| LifeTakes |

In the Deep  

      Now you were swimming and so was I; we could swim together

I saw you at the sea, my friend.

You didn’t see me. From a distance, hiding among the reeds, I watched you swimming among the others. I admired your speed and grace, hard-won from swimming against the currents, and the iridescence that burst into color when a shaft of sunlight illuminated the cool darkness of the waters.

You didn’t see me there among the reeds, so near, still alone. I, too, was learning to blow bubbles, and I thought I might ask you to show me how to find my way on the seabed. You’d teach me to find nourishment at sea, and to avoid the dangers lurking in the coves. We’d wait to see the shifting light of another sunray, and whisper in awe about the sun’s light reaching even undersea. But I didn’t ask, not yet.

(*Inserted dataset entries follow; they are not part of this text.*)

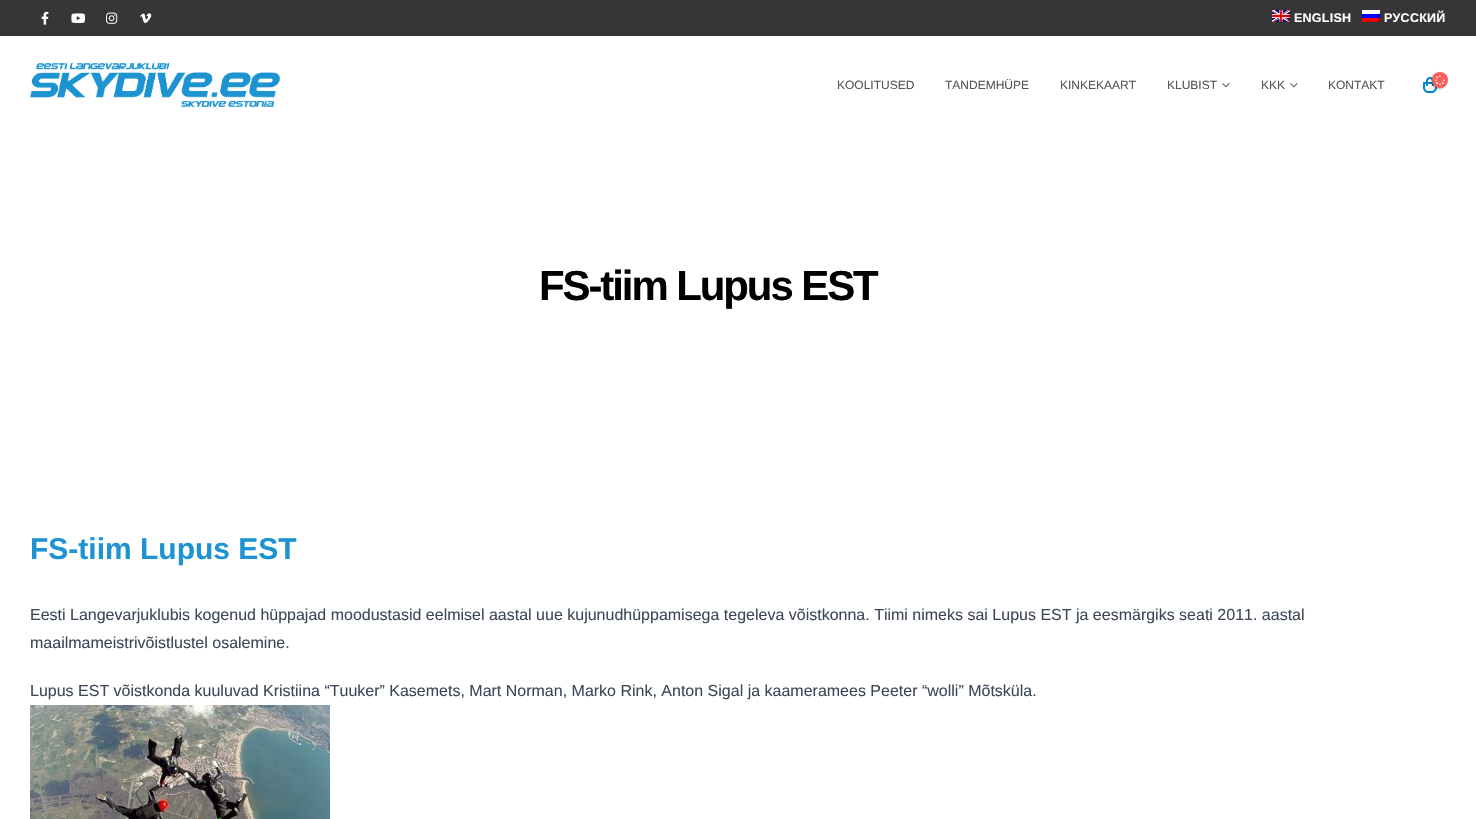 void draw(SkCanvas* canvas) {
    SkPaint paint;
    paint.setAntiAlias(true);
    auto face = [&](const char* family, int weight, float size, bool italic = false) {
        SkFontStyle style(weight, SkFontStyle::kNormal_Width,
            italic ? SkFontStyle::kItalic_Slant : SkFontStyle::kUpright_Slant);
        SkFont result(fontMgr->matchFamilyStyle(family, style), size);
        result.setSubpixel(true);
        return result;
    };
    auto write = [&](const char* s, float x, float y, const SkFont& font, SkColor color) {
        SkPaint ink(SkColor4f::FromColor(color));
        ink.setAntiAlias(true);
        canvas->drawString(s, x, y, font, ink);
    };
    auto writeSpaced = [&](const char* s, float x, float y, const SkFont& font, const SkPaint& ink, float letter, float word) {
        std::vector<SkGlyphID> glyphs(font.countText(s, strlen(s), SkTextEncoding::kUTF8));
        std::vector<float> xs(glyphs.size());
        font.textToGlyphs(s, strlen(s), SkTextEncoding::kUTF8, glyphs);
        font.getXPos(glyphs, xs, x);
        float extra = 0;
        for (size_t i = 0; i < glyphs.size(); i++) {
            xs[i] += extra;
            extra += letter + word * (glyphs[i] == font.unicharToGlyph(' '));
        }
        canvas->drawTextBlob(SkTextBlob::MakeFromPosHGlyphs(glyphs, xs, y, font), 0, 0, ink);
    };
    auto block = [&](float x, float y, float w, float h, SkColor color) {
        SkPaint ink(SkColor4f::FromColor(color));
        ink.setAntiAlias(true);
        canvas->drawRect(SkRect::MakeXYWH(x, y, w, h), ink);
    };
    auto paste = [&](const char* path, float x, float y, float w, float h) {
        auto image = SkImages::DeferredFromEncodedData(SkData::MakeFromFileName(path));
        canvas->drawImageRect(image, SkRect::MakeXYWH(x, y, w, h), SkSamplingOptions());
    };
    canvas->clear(SK_ColorWHITE);
    block(0, 0, 1476, 36, SkColorSetRGB(54, 53, 55));
    paste("pic1.png", 41, 11, 8, 14);
    paste("pic2.png", 71, 13, 14, 10);
    paste("pic3.png", 106, 12, 12, 12);
    paste("pic4.png", 140, 13, 12, 11);
    paste("pic5.png", 1272, 10, 18, 12);
    auto kFont1 = face("Liberation Sans", 700, 12.5f);
    paint.setColor(SK_ColorWHITE);
    writeSpaced("ENGLISH", 1294, 22, kFont1, paint, 0.25f, 0);
    paste("pic6.png", 1362, 10, 18, 12);
    writeSpaced("РУССКИЙ", 1384, 22, kFont1, paint, 0.25f, 0);
    paste("pic7.png", 30, 63, 250, 45);
    auto kFont2 = face("Liberation Sans", 400, 12);
    write("KOOLITUSED", 837, 89, kFont2, SkColorSetRGB(85, 85, 85));
    write("TANDEMHÜPE", 945, 89, kFont2, SkColorSetRGB(85, 85, 85));
    write("KINKEKAART", 1060, 89, kFont2, SkColorSetRGB(85, 85, 85));
    write("KLUBIST", 1167, 89, kFont2, SkColorSetRGB(85, 85, 85));
    paste("pic8.png", 1222, 83, 8, 5);
    write("KKK", 1261, 89, kFont2, SkColorSetRGB(85, 85, 85));
    paste("pic8.png", 1290, 83, 8, 5);
    write("KONTAKT", 1328, 89, kFont2, SkColorSetRGB(85, 85, 85));
    paint.setStyle(SkPaint::kStroke_Style);
    paint.setStrokeWidth(2);
    paint.setColor(SkColorSetRGB(0, 136, 204));
    canvas->drawPath(SkPathBuilder().moveTo(1424, 83).lineTo(1436, 83).lineTo(1436, 88).cubicTo(1436, 90, 1434, 92, 1432, 92).lineTo(1428, 92).cubicTo(1426, 92, 1424, 90, 1424, 88).close().detach(), paint);
    paint.setStyle(SkPaint::kFill_Style);
    canvas->drawPath(SkPathBuilder(SkPathFillType::kEvenOdd).moveTo(1430, 77).cubicTo(1435, 77, 1434, 83, 1434, 86).lineTo(1426, 86).cubicTo(1426, 83, 1425, 77, 1430, 77).close().moveTo(1430, 79).cubicTo(1433, 79, 1432, 84, 1432, 86).lineTo(1428, 86).cubicTo(1428, 84, 1427, 79, 1430, 79).close().detach(), paint);
    paint.setColor(SkColorSetARGB(77, 0, 0, 0));
    paint.setMaskFilter(SkMaskFilter::MakeBlur(kNormal_SkBlurStyle, 1));
    canvas->drawRoundRect(SkRect::MakeXYWH(1431, 73, 16, 16), 8, 8, paint);
    paint.setMaskFilter(nullptr);
    paint.setColor(SkColorSetRGB(255, 91, 91));
    canvas->drawCircle(1440, 80, 8, paint);
    paste("pic9.png", 1435, 75, 10, 11);
    auto kFont3 = face("Liberation Sans", 700, 42);
    paint.setColor(SK_ColorBLACK);
    writeSpaced("FS-tiim Lupus EST", 539, 300, kFont3, paint, -2.1f, 0);
    auto kFont4 = face("Liberation Sans", 700, 30);
    write("FS-tiim Lupus EST", 30, 559, kFont4, SkColorSetRGB(29, 147, 209));
    auto kFont5 = face("Liberation Sans", 400, 16);
    write("Eesti Langevarjuklubis kogenud hüppajad moodustasid eelmisel aastal uue kujunudhüppamisega tegeleva võistkonna. Tiimi nimeks sai Lupus EST ja eesmärgiks seati 2011. aastal", 30, 620, kFont5, SkColorSetRGB(60, 72, 88));
    write("maailmameistrivõistlustel osalemine.", 30, 648, kFont5, SkColorSetRGB(60, 72, 88));
    write("Lupus EST võistkonda kuuluvad Kristiina “Tuuker” Kasemets, Mart Norman, Marko Rink, Anton Sigal ja kaameramees Peeter “wolli” Mõtsküla.", 30, 696, kFont5, SkColorSetRGB(60, 72, 88));
    paste("pic10.png", 30, 705, 300, 114);
}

Sometimes we would meet on dry land. “How are you?” we’d ask, and “Nice to see you,” we’d say, and “Let’s get together sometime,” we’d offer, but you’d know that you would soon be returning to the sea. I knew that I would be, too, but I didn’t say anything, although I’d have liked your company along the way. We might have visited the corals, exclaiming at the beauty in a place that once had seemed so forsaken. We might have listened to a seashell, hearing in the roar of the waves some words of hope or guidance. We might just have floated quietly together, finding comfort in each other’s company and in the presence of the other sea creatures.

But we didn’t, not yet. I didn’t have the courage to ask, to say, to go. Maybe that was because I still hoped to return to dry land one day. After living undersea, would I again live on solid dry ground, breathing in the air and the sun? Could I? And did I want to, that was the question.

Maybe I kept quiet for your sake, you who had always cared and wanted only happiness for me, so that you wouldn’t know that I had, after all, come to join you undersea.

And you? You didn’t know to ask, to say, to invite, because you’d last seen me there among the trees and the flowers, in the wind or the rain or even the snow, but certainly not underwater. We’d never spoken the language of the sea. The backdrop of our friendship wasn’t the picture of waving reeds and shifting sunlight, and while we had always walked together, we’d never swum.

Now you were swimming and so was I; we could swim together. So when I returned to the sea, I didn’t hide among the reeds. I didn’t watch, and I didn’t admire. I darted out from the secure privacy of the shadows, leaving the darkness behind. “Let’s go see the corals,” I said.

We both knew the way. And when we stopped to listen to a seashell, I heard the echo of His guarantee: that although a fish can’t breathe on dry land, He won’t let it drown in the sea.